Naturally I too wish to maintain the identity. But instead of doing so by arguing about the utility of the reals or the nature of infinity, let’s look at what it means for an expression to “denote” a number in the first place.
Let’s say, then, that I go ahead and concede the point which seems to be causing the trouble: when you start with 0 and append 9s one at a time, you never get a number equal to 1 even if you go on forever. That is, it’s not – retracting the apparently objectionable terminology – that you get a number actually equal to 1 when we add an infinite number of 9s, because (the objection goes) that can’t happen, even in theory. Fine, have it your way; but now let us ask which number is the lowest such number? Which number does 0.9999… [not equal, as you insist, but] approach?
Clearly that number is 1. That it can’t be anything short of 1 we can show without any theoretical baggage, as all we need is the idea of an arbitrarily long but finite string of 9s: whatever finitely long string of 9s makes up the supposed number less than 1 (i.e. which “0.999…” approaches), it can’t be long enough, as I can always give you another such number which is larger than that one and yet less than 1; therefore only 1 is large enough – and thus the smallest such number as well.
Again, talking this way seems at first to give up the idea that 0.999…. is equal to 1 in favor of the objectors’ idea that it simply approaches it. But even if that which is denoted by the expression 0.999… is not the mathematical object which is the number 1, that expression still (let's say) gestures at – and, importantly, does so uniquely – that same object.
This was another point where my original post came to seem redundant, as many online discussions of this issue pretty much do the same thing by appealing to the mathematical concept of limits. Crucially to my larger point, though, they usually do so to defend the equality after all, as opposed to giving it up to make a point.
But now this is where we reach the long-awaited punch line of our story.
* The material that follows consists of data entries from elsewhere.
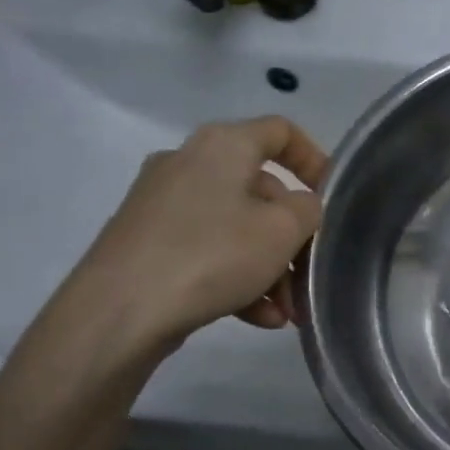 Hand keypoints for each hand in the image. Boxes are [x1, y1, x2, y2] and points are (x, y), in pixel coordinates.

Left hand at [69, 118, 327, 350]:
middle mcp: (188, 163)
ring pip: (235, 227)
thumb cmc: (211, 255)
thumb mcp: (282, 230)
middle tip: (309, 275)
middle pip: (260, 191)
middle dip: (292, 236)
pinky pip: (207, 251)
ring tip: (287, 312)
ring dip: (269, 267)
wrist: (116, 312)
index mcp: (222, 145)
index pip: (280, 131)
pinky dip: (236, 278)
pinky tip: (259, 318)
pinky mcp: (146, 242)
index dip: (314, 159)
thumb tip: (300, 207)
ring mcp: (162, 204)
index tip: (332, 196)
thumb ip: (307, 210) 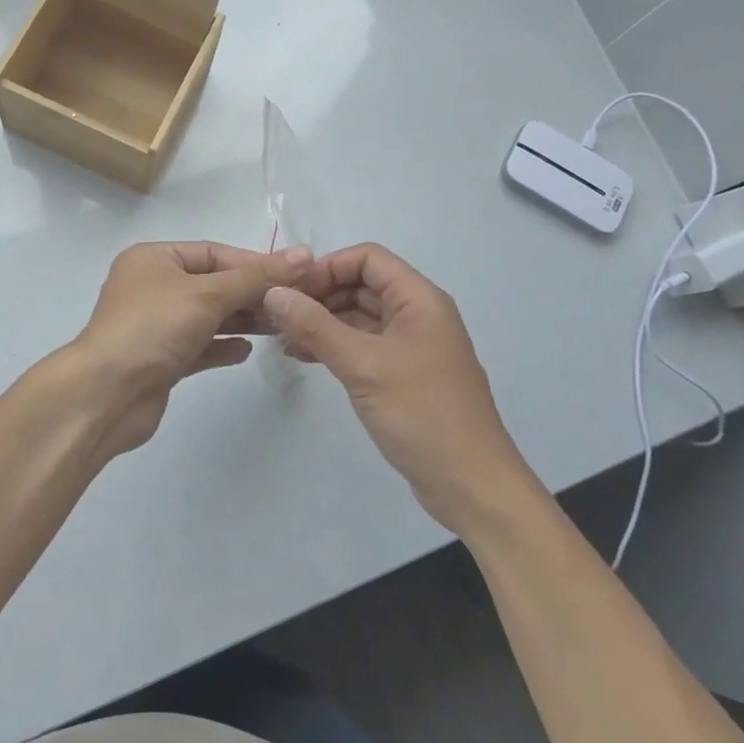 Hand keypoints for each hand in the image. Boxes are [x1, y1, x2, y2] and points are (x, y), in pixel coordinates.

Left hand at [66, 241, 310, 459]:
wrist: (106, 395)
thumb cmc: (153, 328)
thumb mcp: (208, 294)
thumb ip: (257, 277)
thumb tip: (304, 254)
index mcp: (154, 259)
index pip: (213, 252)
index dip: (254, 263)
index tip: (294, 276)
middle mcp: (152, 287)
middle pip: (213, 284)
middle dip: (252, 293)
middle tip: (293, 304)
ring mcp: (155, 325)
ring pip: (208, 316)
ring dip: (242, 320)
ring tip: (279, 326)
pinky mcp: (160, 360)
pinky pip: (199, 346)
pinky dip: (222, 346)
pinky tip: (246, 351)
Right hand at [262, 243, 532, 535]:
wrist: (470, 484)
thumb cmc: (422, 414)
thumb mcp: (363, 365)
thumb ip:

For in either case –- using the concept of limits to show that the same object is denoted by the two expressions after all, or instead giving up that idea and differentiating between strictly denoting an object and (merely) gesturing at it — we end up in pretty much the same place. That is, while it's true that what Taylor and Dreyfus reject as an unacceptably “designative” conception of language (here, mathematical symbols, but meaningful inscriptions just the same) can get us into conceptual difficulty, and substituting a more "engaged", practical, less strictly formal relation of "gesturing" can help sidestep it, it seems false that such a strategy is necessarily different –- as it seems Dreyfus at least is claiming it is –– from simply being more careful about saying why our concepts denote (or "designate") what they do.
Not only that, it seems that this is true even in the purely mathematical context, in the heart of the modern scientific-rational beast. Far from needing scorched-earth phenomenological demolition projects, even here in this most seemingly unavoidably Cartesian of conceptual spaces we have resources to hand which show a way out of that lamentable muddle — and thus potentially a fortiori in more congenially post-analytic contexts as well if we look. Anyway, that’s the thought. Woof!